The next day, Bugs goes through the same routine, but finds each character is now styled in choppy, limited animation (Daffy in particular is animated poorly, with missing frames and at one point animated with Syncro-Vox) reminiscent of 1960s television animation. Each doppelgänger is a pale (both literally and figuratively) imitation, spouting their characters' catchphrases and otherwise behaving in a suspiciously friendly manner (Sam, for example, now wears a smiley button). They willingly partake in their defeats and pressure Bugs into eating the now-glowing carrots; irritated, Bugs agrees to take one home for later.

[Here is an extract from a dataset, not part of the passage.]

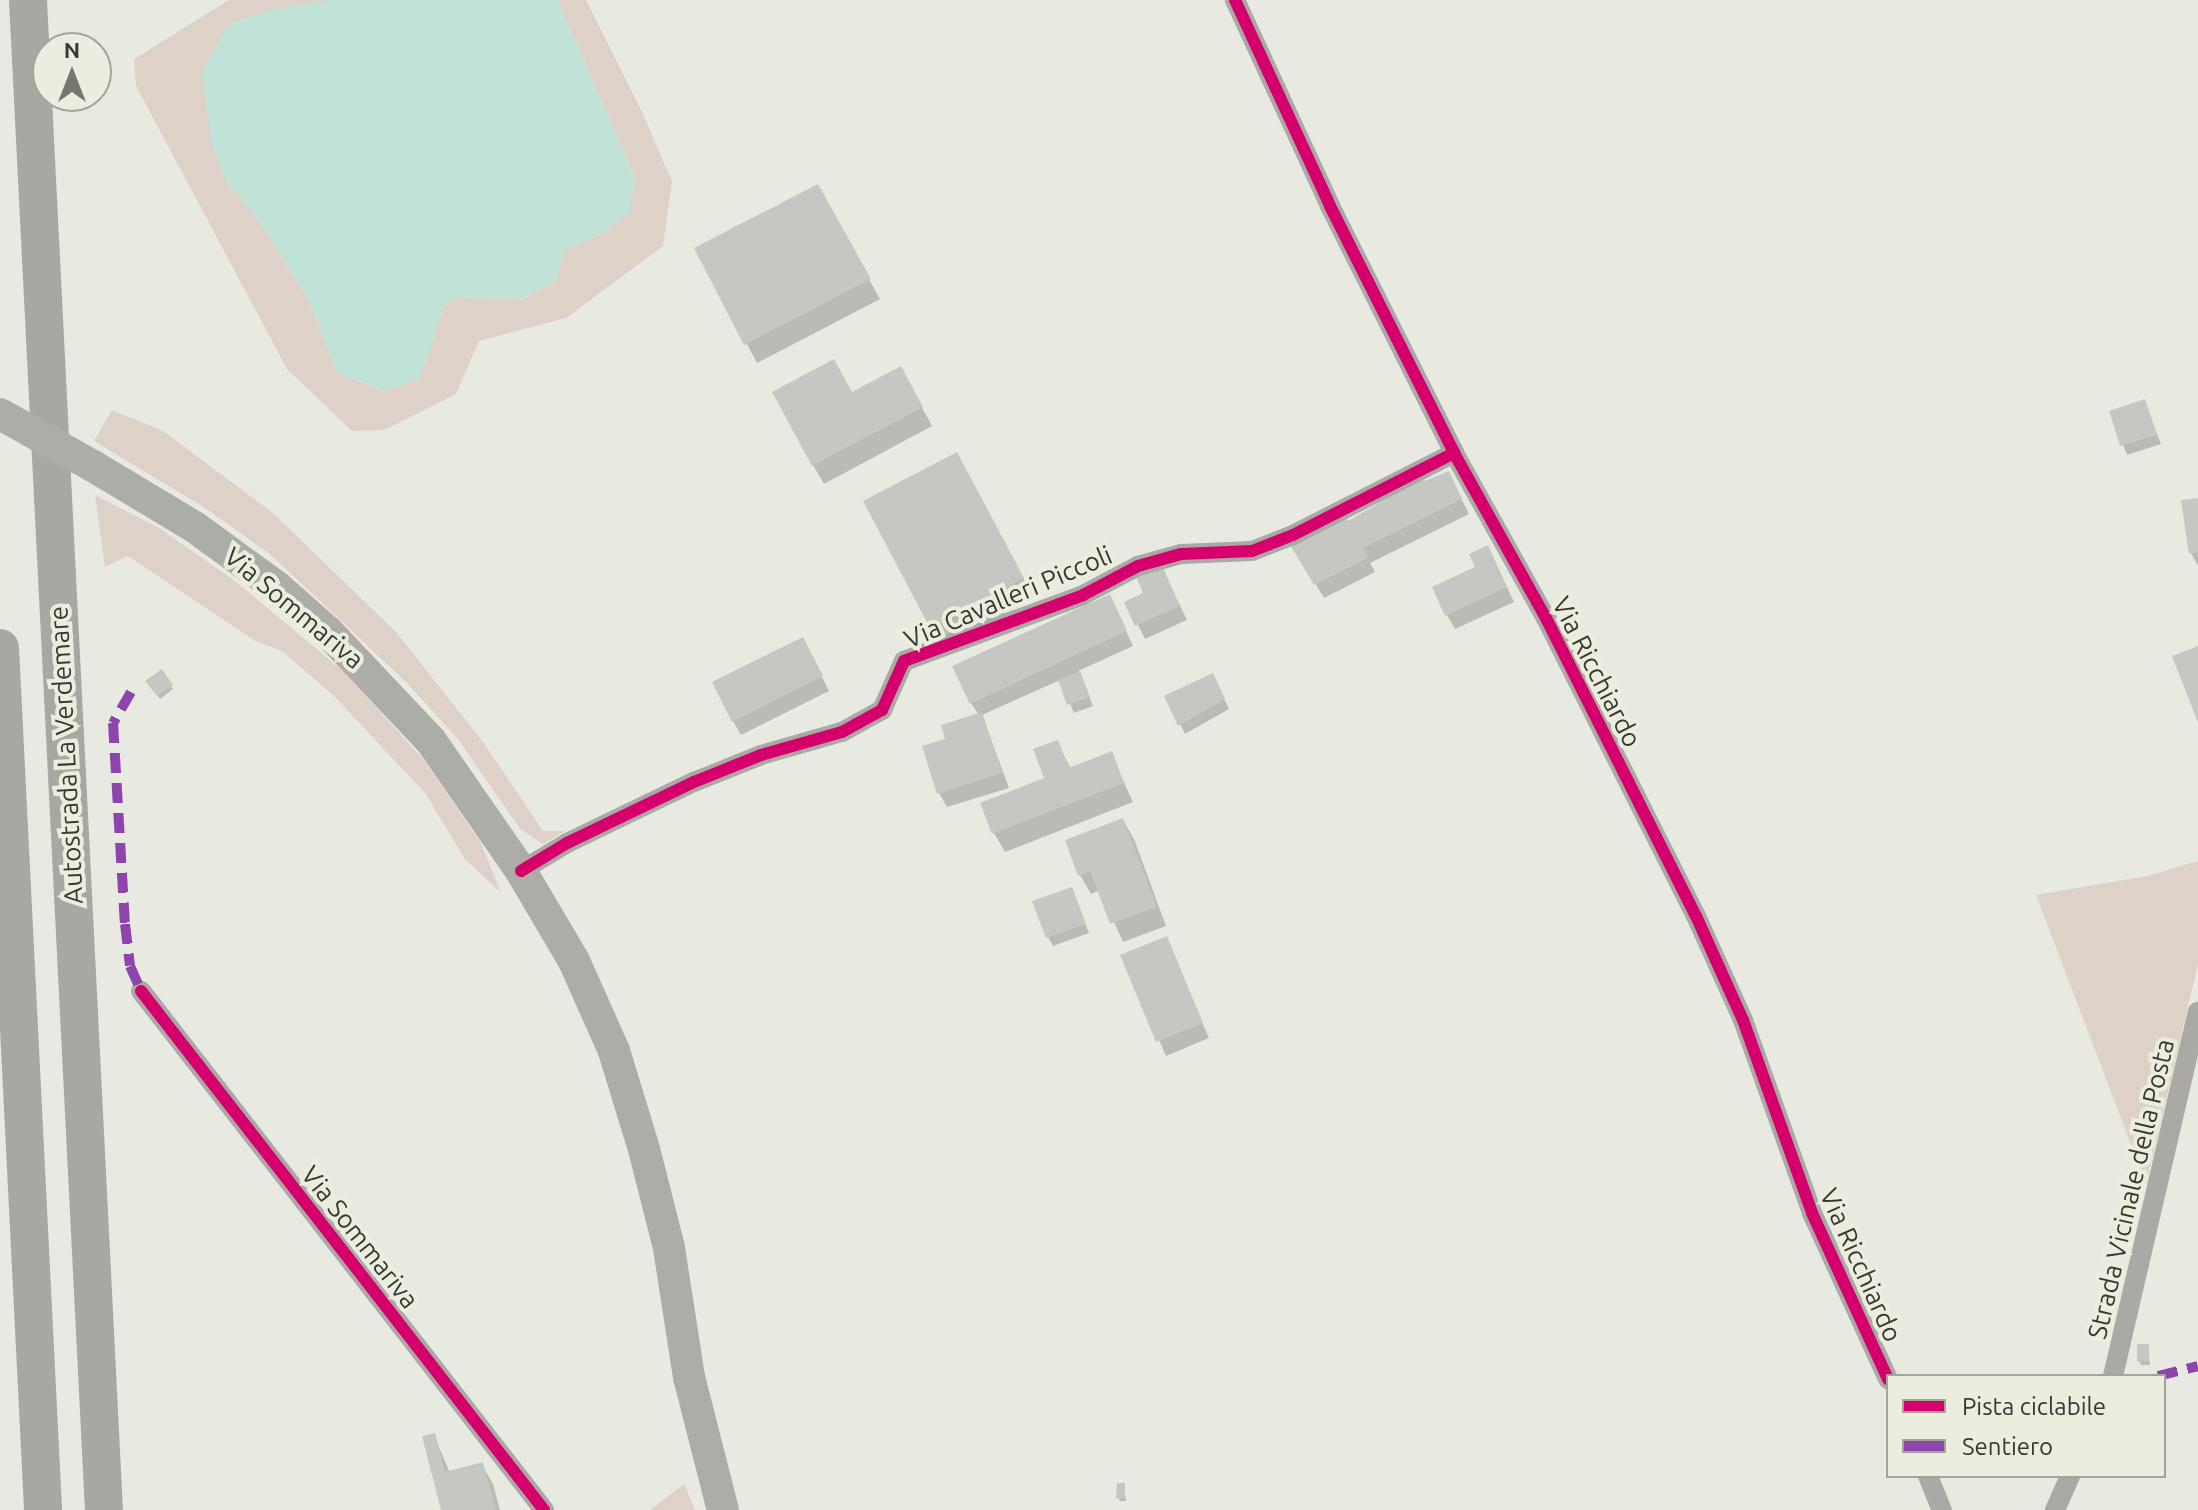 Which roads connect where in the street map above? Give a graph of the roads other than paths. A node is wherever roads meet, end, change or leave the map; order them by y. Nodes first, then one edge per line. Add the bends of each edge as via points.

That night, Bugs is unable to sleep, his internal sense of danger keeping him awake. The carrot breaks open, revealing a white ooze, from which a limited-animation Bugs emerges. The fake Bugs grabs an axe from Bugs's mantle and tries to kill Bugs, but Bugs catches his impostor in the act and runs away in terror (briefly remarking to the audience how this is the scariest part of the picture). The "That's all, Folks!" end card and music appear, but an irritated Bugs protests that there is no way he is allowing the story to end on that note, vowing to get to the bottom of the situation.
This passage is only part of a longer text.